**Data for processing:**
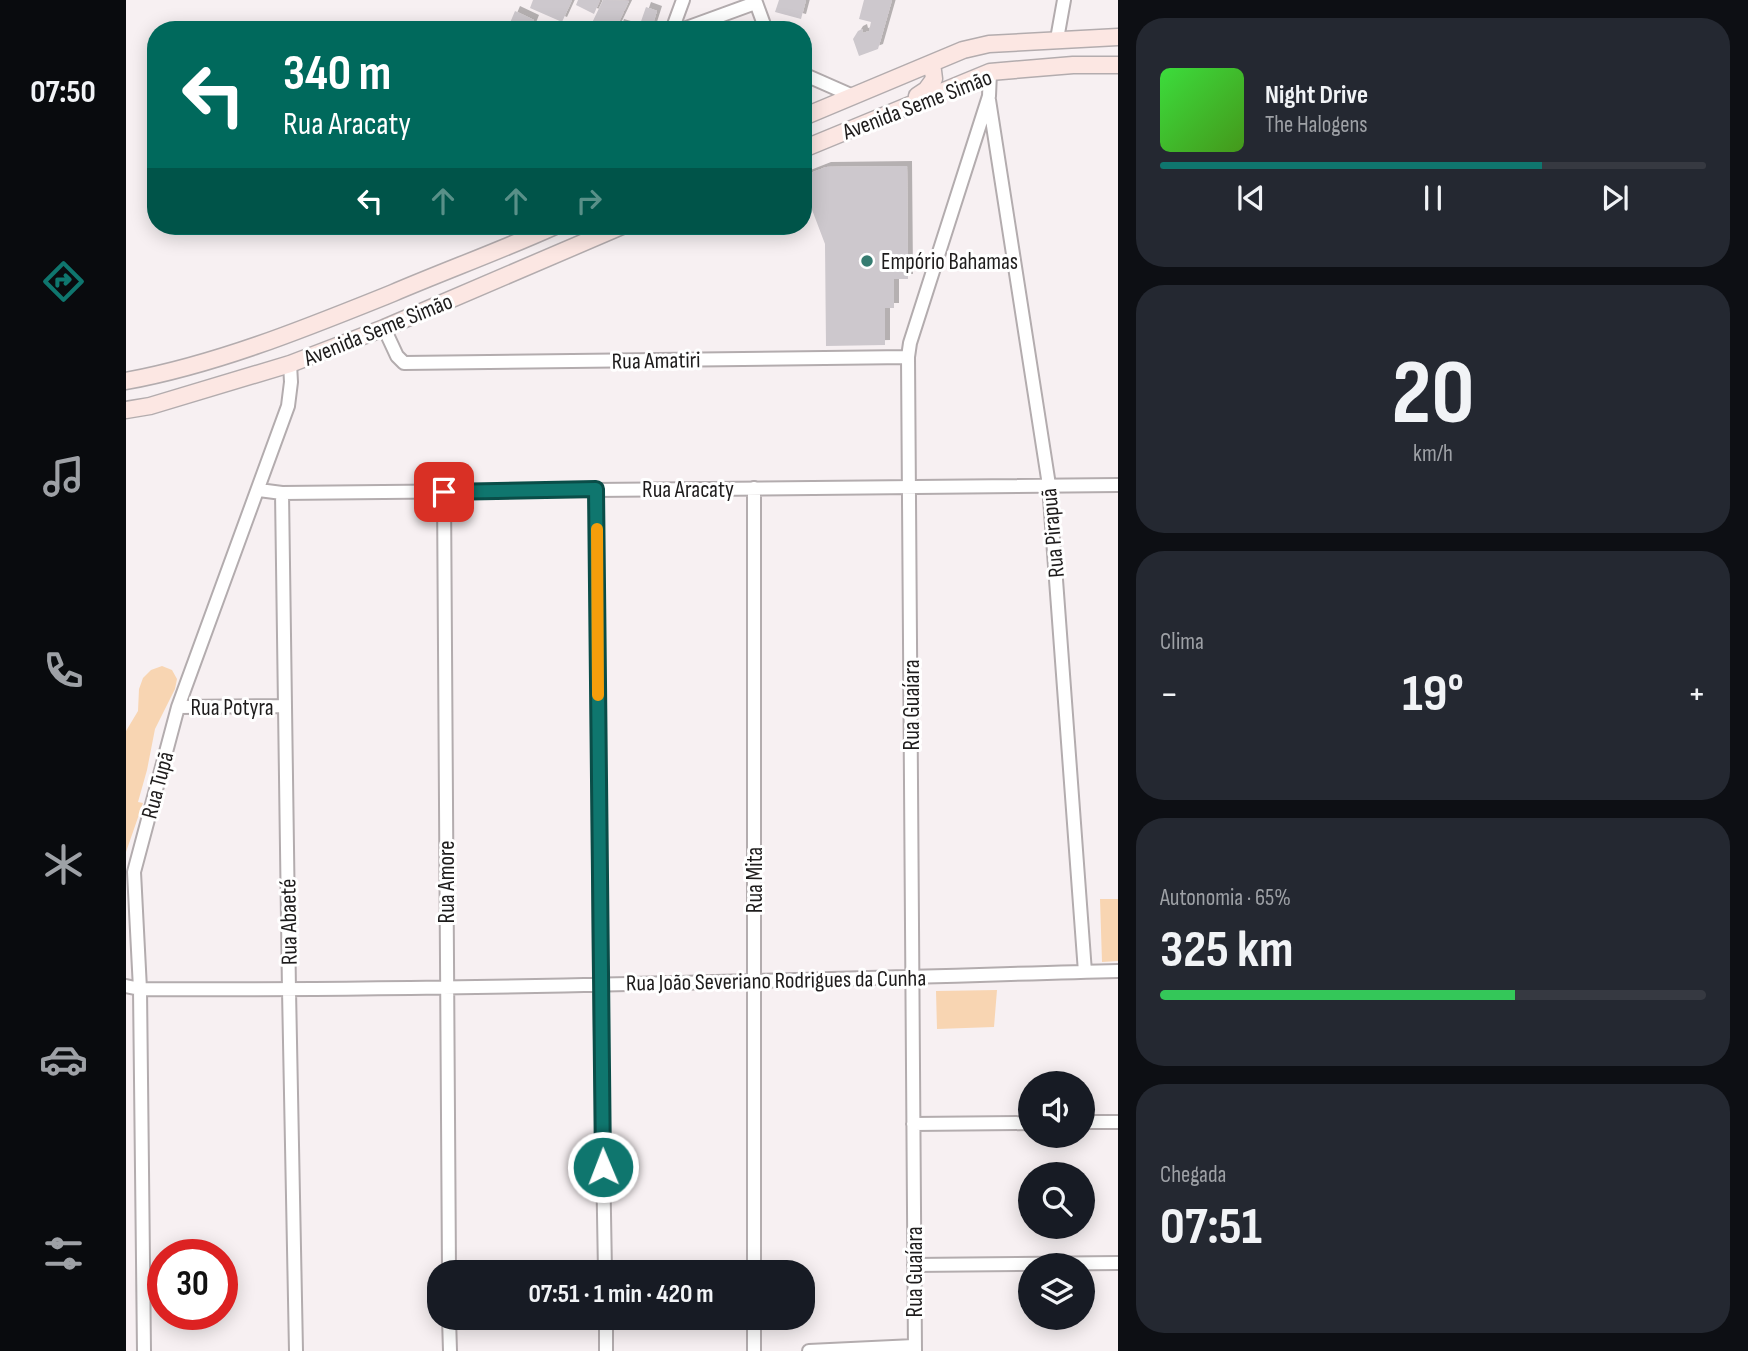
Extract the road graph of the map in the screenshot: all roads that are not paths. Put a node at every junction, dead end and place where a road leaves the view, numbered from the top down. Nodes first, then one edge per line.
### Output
1 (683, 0) edge
2 (1064, 0) edge
3 (755, 1) edge
4 (675, 21) edge
5 (704, 21) edge
6 (763, 21) edge
7 (1118, 37) edge
8 (1057, 39) junction
9 (932, 63) junction
10 (1118, 65) edge
11 (990, 72) junction
12 (812, 78) edge
13 (853, 96) junction
14 (989, 96) junction
15 (898, 108) junction
16 (812, 113) edge
17 (812, 145) edge
18 (533, 235) edge
19 (589, 235) edge
20 (384, 328) junction
21 (908, 358) junction
22 (290, 365) junction
23 (126, 381) edge
24 (126, 411) edge
25 (910, 485) junction
26 (1049, 485) junction
27 (1118, 485) edge
28 (754, 488) junction
29 (596, 489) junction
30 (259, 490) junction
31 (444, 492) junction
32 (282, 493) junction
33 (285, 706) junction
34 (178, 707) junction
35 (1118, 971) edge
36 (1085, 972) junction
37 (912, 977) junction
38 (754, 982) junction
39 (600, 983) junction
40 (126, 986) edge
41 (447, 986) junction
42 (140, 989) junction
43 (289, 990) junction
44 (1095, 1122) edge
45 (1118, 1122) edge
46 (1018, 1123) edge
47 (913, 1124) junction
48 (449, 1260) edge
49 (605, 1260) edge
50 (754, 1260) edge
51 (1118, 1263) edge
52 (914, 1265) junction
53 (449, 1330) edge
54 (606, 1330) edge
55 (754, 1330) edge
56 (914, 1348) edge
57 (847, 1350) edge
58 (144, 1351) edge
59 (296, 1351) edge
60 (450, 1351) edge
61 (606, 1351) edge
62 (754, 1351) edge
63 (809, 1351) edge

1 - 4 street
2 - 8 street
3 - 5 street
3 - 6 street
7 - 8 main road, Avenida Seme Simão
8 - 9 main road, Avenida Seme Simão
9 - 13 main road, Avenida Seme Simão
9 - 15 main road
10 - 11 main road, Avenida Seme Simão
11 - 14 street, Rua Guaíara
11 - 15 main road, Avenida Seme Simão
12 - 13 street
13 - 16 main road, Avenida Seme Simão
14 - 21 street, Rua Guaíara
14 - 26 street, Rua Pirapuã
15 - 17 main road, Avenida Seme Simão
18 - 23 main road, Avenida Seme Simão
19 - 20 main road, Avenida Seme Simão
20 - 21 street, Rua Amatiri
20 - 22 main road, Avenida Seme Simão
21 - 25 street, Rua Guaíara
22 - 24 main road, Avenida Seme Simão
22 - 30 street, Rua Tupã
25 - 26 street, Rua Aracaty
25 - 28 street, Rua Aracaty
25 - 37 street, Rua Guaíara
26 - 27 street, Rua Aracaty
26 - 36 street, Rua Pirapuã
28 - 29 street, Rua Aracaty
28 - 38 street, Rua Mita
29 - 31 street, Rua Aracaty
29 - 39 street
30 - 32 street, Rua Aracaty
30 - 34 street, Rua Tupã
31 - 32 street, Rua Aracaty
31 - 41 street, Rua Amore
32 - 33 street, Rua Abaeté
33 - 34 street, Rua Potyra
33 - 43 street, Rua Abaeté
34 - 42 street, Rua Tupã
35 - 36 street, Rua João Severiano Rodrigues da Cunha
36 - 37 street, Rua João Severiano Rodrigues da Cunha
37 - 38 street, Rua João Severiano Rodrigues da Cunha
37 - 47 street, Rua Guaíara
38 - 39 street, Rua João Severiano Rodrigues da Cunha
38 - 50 street, Rua Mita
39 - 41 street, Rua João Severiano Rodrigues da Cunha
39 - 49 street
40 - 42 street, Rua João Severiano Rodrigues da Cunha
41 - 43 street, Rua João Severiano Rodrigues da Cunha
41 - 48 street, Rua Amore
42 - 43 street, Rua João Severiano Rodrigues da Cunha
42 - 58 street, Rua Tupã
43 - 59 street, Rua Abaeté
44 - 45 street
46 - 47 street
47 - 52 street, Rua Guaíara
51 - 52 street
52 - 56 street, Rua Guaíara
53 - 60 street
54 - 61 street
55 - 62 street
56 - 57 street
57 - 63 street

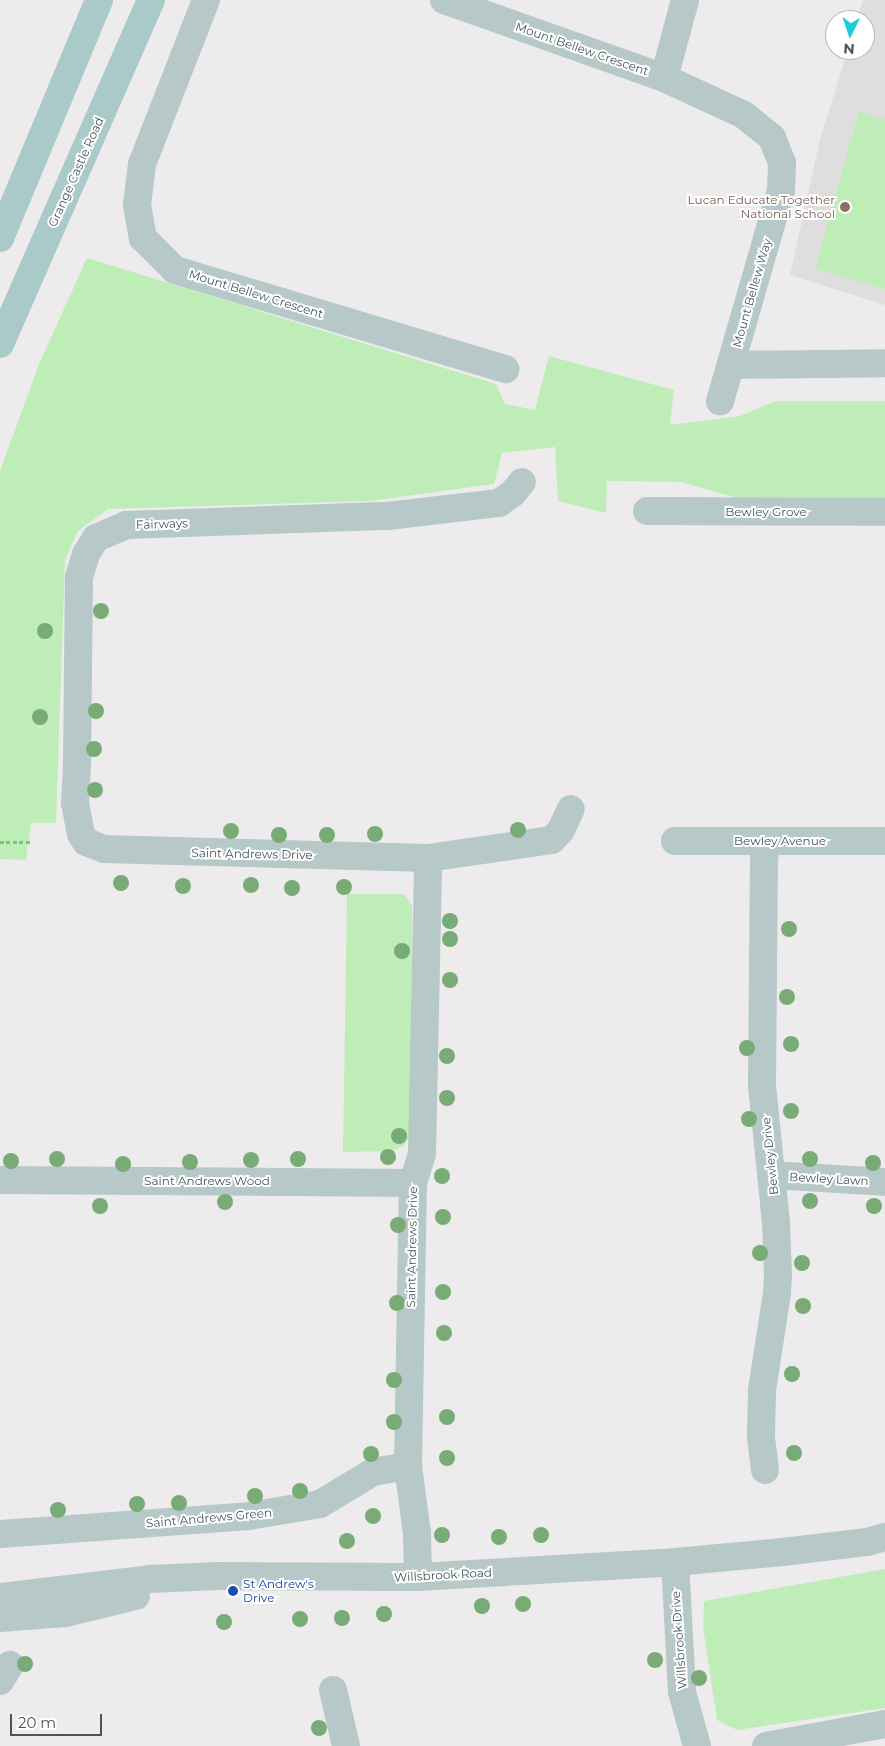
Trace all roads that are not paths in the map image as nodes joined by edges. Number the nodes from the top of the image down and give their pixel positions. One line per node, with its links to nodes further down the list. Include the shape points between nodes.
1 (99, 0): 7 (main road)
2 (151, 0): 8 (main road, Grange Castle Road)
3 (206, 0): 11 (street, Mount Bellew Crescent, via 142,164 138,205 143,238 175,270)
4 (444, 0): 6 (street, Mount Bellew Crescent)
5 (685, 0): 6 (street)
6 (664, 78): 10 (street, Mount Bellew Way, via 744,115 772,138 782,163 781,190)
7 (0, 238)
8 (0, 344)
9 (885, 363): 10 (street, Mount Bellew Way)
10 (732, 365): 12 (street, Mount Bellew Way)
11 (506, 369)
12 (720, 401)
13 (522, 482): 17 (street, Fairways, via 499,503 388,516 126,525 96,538 86,554 79,577 75,803)
14 (647, 511): 15 (street, Bewley Grove)
15 (885, 512)
16 (571, 809): 21 (street, Saint Andrews Drive, via 552,840)
17 (81, 834): 21 (street, Saint Andrews Drive, via 86,842 104,849)
18 (675, 841): 19 (street, Bewley Avenue)
19 (766, 841): 20 (street, Bewley Avenue); 22 (street, Bewley Drive, via 762,1085)
20 (885, 841)
21 (428, 858): 25 (street, Saint Andrews Drive, via 422,1154)
22 (772, 1175): 24 (street, Bewley Lawn); 27 (street, Bewley Drive, via 778,1286 762,1390 761,1435)
23 (0, 1180): 25 (street, Saint Andrews Wood)
24 (885, 1182)
25 (413, 1183): 26 (street, Saint Andrews Drive)
26 (408, 1466): 28 (street, Saint Andrews Green, via 373,1472 320,1504 249,1516); 32 (street, Saint Andrews Drive, via 417,1533)
27 (765, 1470)
28 (0, 1534)
29 (885, 1537): 30 (street, Willsbrook Road, via 867,1542)
30 (675, 1562): 32 (street, Willsbrook Road); 38 (street, Willsbrook Drive, via 682,1692)
31 (218, 1576): 32 (street, Willsbrook Road); 33 (street, Willsbrook Road, via 150,1579); 34 (street, via 66,1613)
32 (418, 1577)
33 (0, 1597)
34 (0, 1618)
35 (333, 1690): 37 (street)
36 (885, 1724): 39 (street)
37 (346, 1746)
38 (696, 1746)
39 (766, 1746)

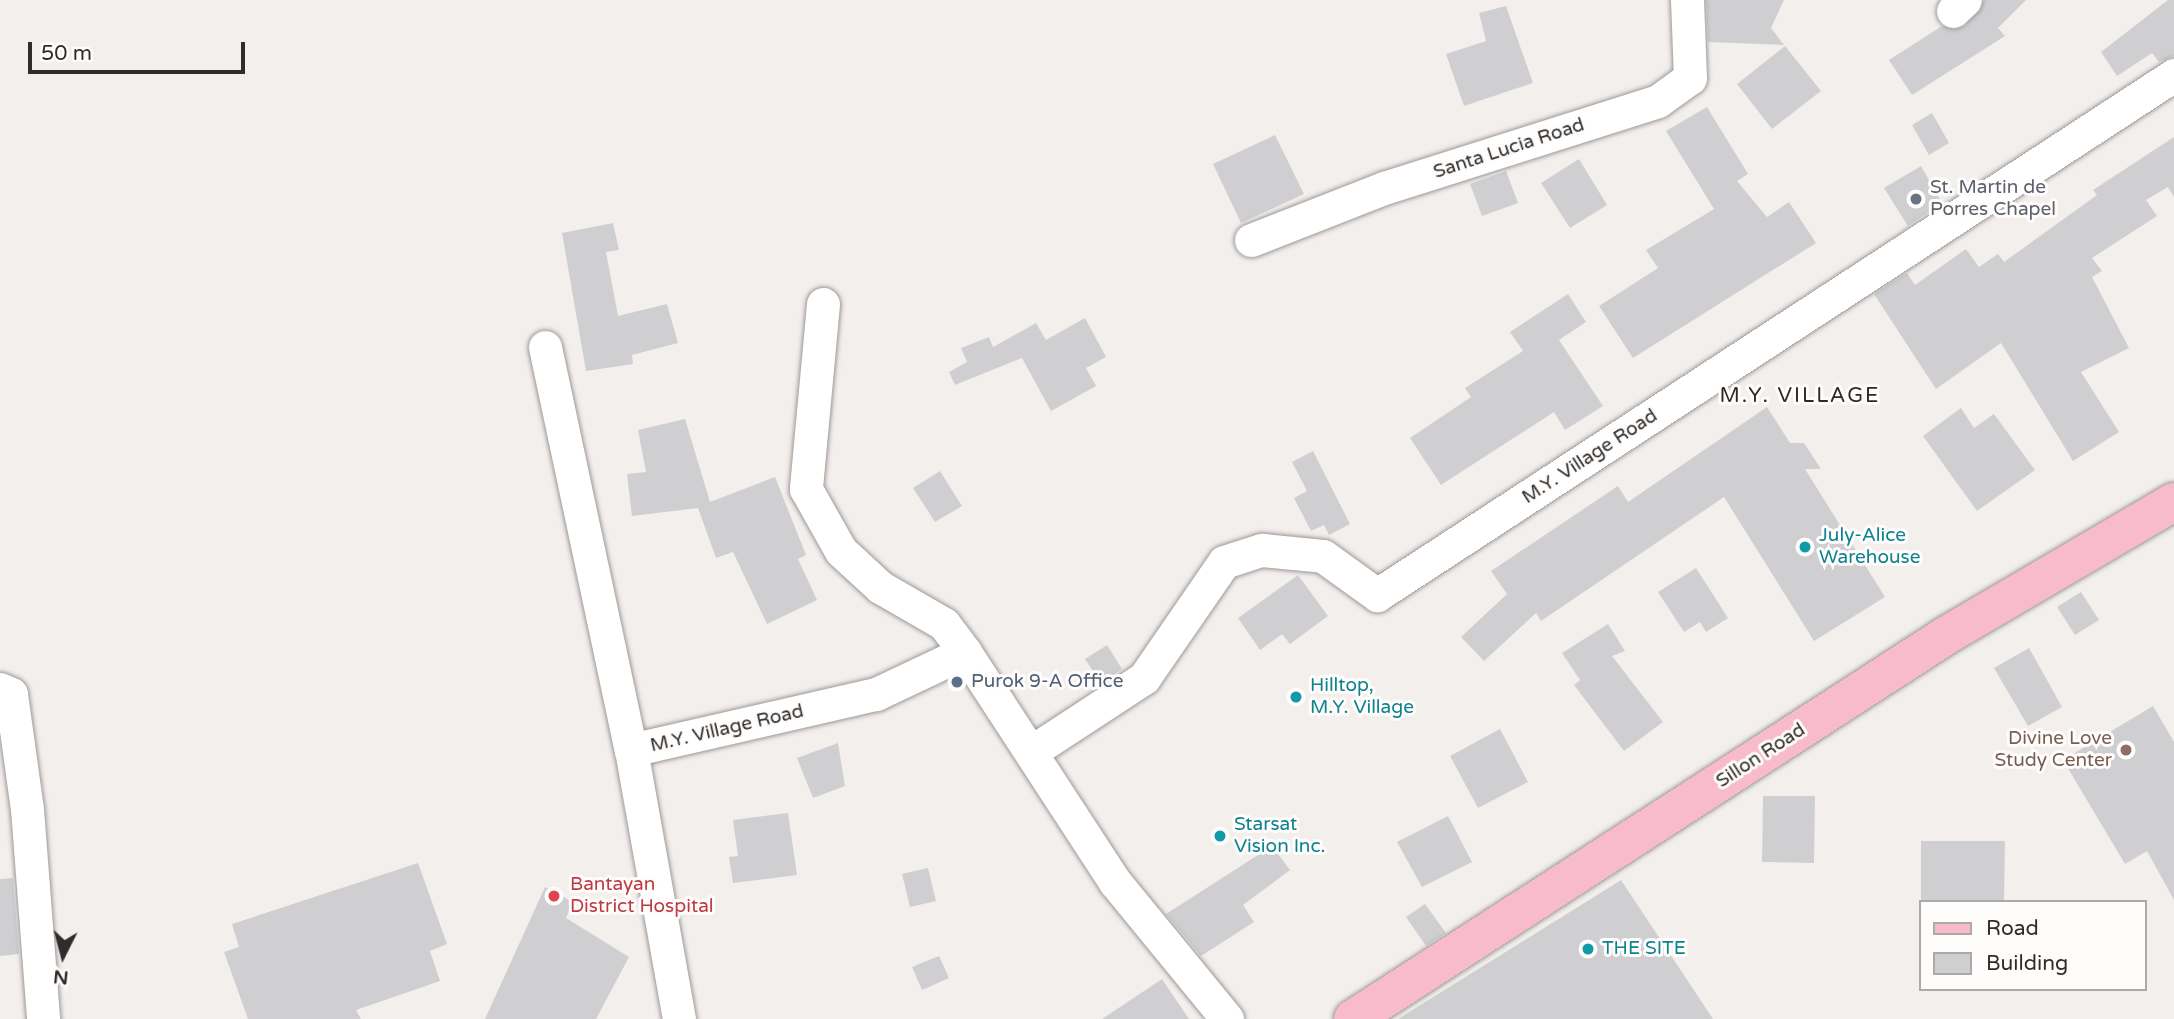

**Work to be completed:** Working from the entries above, return all lines that contain "Cunha".

**Exercise response:**
35 - 36 street, Rua João Severiano Rodrigues da Cunha
36 - 37 street, Rua João Severiano Rodrigues da Cunha
37 - 38 street, Rua João Severiano Rodrigues da Cunha
38 - 39 street, Rua João Severiano Rodrigues da Cunha
39 - 41 street, Rua João Severiano Rodrigues da Cunha
40 - 42 street, Rua João Severiano Rodrigues da Cunha
41 - 43 street, Rua João Severiano Rodrigues da Cunha
42 - 43 street, Rua João Severiano Rodrigues da Cunha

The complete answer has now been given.